■ How to complete this task
Please write out word for word the opening lines of the material, including the line with "Draw a box around" as the last.

■ Supplied data
◆ ◆ ◆ ◆ ◆

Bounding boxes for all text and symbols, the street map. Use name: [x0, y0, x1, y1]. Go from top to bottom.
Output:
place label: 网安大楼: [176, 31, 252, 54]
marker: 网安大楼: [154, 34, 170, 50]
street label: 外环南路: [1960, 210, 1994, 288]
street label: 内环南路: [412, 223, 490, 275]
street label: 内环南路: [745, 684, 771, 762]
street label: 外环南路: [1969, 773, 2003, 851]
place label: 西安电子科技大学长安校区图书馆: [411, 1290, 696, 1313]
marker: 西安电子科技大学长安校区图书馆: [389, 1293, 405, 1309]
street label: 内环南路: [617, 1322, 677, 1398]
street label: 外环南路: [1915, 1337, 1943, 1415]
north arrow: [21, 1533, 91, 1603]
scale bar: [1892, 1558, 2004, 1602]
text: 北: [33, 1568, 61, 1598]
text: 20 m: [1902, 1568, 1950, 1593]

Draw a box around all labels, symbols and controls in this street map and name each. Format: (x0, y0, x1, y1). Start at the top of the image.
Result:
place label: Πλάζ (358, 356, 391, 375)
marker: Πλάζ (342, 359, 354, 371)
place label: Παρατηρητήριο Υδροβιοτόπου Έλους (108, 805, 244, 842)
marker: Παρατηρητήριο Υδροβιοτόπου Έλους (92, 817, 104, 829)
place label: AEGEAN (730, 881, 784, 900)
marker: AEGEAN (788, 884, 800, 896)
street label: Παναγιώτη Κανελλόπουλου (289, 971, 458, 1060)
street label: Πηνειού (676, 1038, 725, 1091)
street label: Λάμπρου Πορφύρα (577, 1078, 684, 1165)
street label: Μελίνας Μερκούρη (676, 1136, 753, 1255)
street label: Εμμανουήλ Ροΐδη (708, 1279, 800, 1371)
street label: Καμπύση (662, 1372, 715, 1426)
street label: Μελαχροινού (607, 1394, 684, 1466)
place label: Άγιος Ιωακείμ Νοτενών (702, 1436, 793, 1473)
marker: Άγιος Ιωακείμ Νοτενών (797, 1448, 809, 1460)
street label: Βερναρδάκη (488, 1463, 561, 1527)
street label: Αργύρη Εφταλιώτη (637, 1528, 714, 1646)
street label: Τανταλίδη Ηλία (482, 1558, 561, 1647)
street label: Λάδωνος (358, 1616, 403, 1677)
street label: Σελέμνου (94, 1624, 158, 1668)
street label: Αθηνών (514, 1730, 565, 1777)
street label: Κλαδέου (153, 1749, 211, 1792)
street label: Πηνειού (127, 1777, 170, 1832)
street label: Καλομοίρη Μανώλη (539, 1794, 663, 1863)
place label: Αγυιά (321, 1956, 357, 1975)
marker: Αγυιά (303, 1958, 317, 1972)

◆ ◆ ◆ ◆ ◆

■ Written answer
Bounding boxes for all text and symbols, the street map. Use name: [x0, y0, x1, y1]. Go from top to bottom.
Output:
place label: 网安大楼: [176, 31, 252, 54]
marker: 网安大楼: [154, 34, 170, 50]
street label: 外环南路: [1960, 210, 1994, 288]
street label: 内环南路: [412, 223, 490, 275]
street label: 内环南路: [745, 684, 771, 762]
street label: 外环南路: [1969, 773, 2003, 851]
place label: 西安电子科技大学长安校区图书馆: [411, 1290, 696, 1313]
marker: 西安电子科技大学长安校区图书馆: [389, 1293, 405, 1309]
street label: 内环南路: [617, 1322, 677, 1398]
street label: 外环南路: [1915, 1337, 1943, 1415]
north arrow: [21, 1533, 91, 1603]
scale bar: [1892, 1558, 2004, 1602]
text: 北: [33, 1568, 61, 1598]
text: 20 m: [1902, 1568, 1950, 1593]

Draw a box around all labels, symbols and controls in this street map and name each. Format: (x0, y0, x1, y1). Start at the top of the image.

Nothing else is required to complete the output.